A pragmatic guide to structuring complex frontend codebases

Sampath Kumar
Sixt Research & Development India
5 min readMar 22, 2022

It’s no news that the world of frontend technologies is ever evolving and at a swift pace. As browsers get insanely capable — be it at reducing their share of CPU utilization, prioritizing the active tab or at improving power consumption, the modern Product Manager sees no limits in how much a single-page app can achieve on the web and rightly so.

Having said that, what does this mean to be a modern-day frontend engineer supporting a business team that knows no limits in defining new feature sets and expecting rapid time-to-market. Well, they need to be exceptional coders, knowing every latest trick-of-the-trade and that’s just a start.

While it’s a top priority of every engineer to develop and roll out valuable features with good quality, what makes a good frontend engineer great, is his constant endeavour for code-sustainability in each & every commit. The need of the hour in writing sustainable code is managing the growing size of today’s UI codebases.

At Sixt, as digitization is picking up rapid pace and teams are building massively elaborate functionalities, I am sharing a true account of learnings from scaling a React codebase from what was a basic create-react-app scaffold into quite a massive mono-repo.

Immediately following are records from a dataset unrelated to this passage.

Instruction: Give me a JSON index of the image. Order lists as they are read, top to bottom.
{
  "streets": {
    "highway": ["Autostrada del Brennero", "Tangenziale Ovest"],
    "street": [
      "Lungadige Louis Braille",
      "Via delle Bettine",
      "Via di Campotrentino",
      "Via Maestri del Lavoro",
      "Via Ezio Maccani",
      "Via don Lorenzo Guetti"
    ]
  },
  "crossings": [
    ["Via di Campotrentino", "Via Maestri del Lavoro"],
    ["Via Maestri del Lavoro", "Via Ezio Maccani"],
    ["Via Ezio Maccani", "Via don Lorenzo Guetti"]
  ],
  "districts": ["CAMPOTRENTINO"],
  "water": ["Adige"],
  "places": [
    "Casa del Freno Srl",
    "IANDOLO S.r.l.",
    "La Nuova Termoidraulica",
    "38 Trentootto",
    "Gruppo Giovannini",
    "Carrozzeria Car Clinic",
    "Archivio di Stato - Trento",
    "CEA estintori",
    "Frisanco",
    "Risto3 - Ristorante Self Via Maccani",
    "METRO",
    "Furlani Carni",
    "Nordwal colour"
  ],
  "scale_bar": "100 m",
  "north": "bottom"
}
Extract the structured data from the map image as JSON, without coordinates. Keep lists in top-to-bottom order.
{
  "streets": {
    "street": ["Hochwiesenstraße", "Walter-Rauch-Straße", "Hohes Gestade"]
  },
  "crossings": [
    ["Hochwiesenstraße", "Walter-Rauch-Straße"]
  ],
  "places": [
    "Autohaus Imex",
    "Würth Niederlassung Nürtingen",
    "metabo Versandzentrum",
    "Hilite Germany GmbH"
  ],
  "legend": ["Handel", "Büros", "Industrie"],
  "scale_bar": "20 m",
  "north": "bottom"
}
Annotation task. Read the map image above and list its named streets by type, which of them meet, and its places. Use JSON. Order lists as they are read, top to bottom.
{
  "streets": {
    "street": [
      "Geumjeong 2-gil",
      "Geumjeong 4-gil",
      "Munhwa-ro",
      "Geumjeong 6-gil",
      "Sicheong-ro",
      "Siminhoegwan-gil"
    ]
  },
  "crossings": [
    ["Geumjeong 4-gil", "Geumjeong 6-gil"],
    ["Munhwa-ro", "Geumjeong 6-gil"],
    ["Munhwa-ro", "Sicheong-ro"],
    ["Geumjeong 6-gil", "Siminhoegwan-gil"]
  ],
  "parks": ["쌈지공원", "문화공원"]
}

  1. Start small — every large codebase is once a scaffold

In the early phase everything is green, and developers love new ideas. But what was critical to our success was that we realized the scale of the application and had a strong vision in terms of where we saw the application codebase heading.

A single-page react app typically has several moving parts; just to name a few:

I. The root/component tree component

II. bundling configurations

III. CSS preprocessor

IV. Unit testing library

V. React error boundary & centralized error handling & logging

VI. Routing for navigation

At the time of development of first few application features, the last thing you need, is to realize a key technical component is missing and that it’s a blocker for progress. We benefitted quite a lot from identifying these core components of our architecture and wiring them upfront, so that all the heavy-lifting is done before picking up any feature development.

However, in this phase we better be careful not to fall for the over-engineering trap and keep the codebase lean.

2. The file structure debate — rails style, redux ducks & more

We realized from past experience that well thought-through file structures & conventions dramatically improve developer productivity. After much deliberation, the structure that achieved consensus was a domain-driven one and brought in a sense of ease when we started working with the code through our initial sprints. Below is a snapshot of a sample file structure.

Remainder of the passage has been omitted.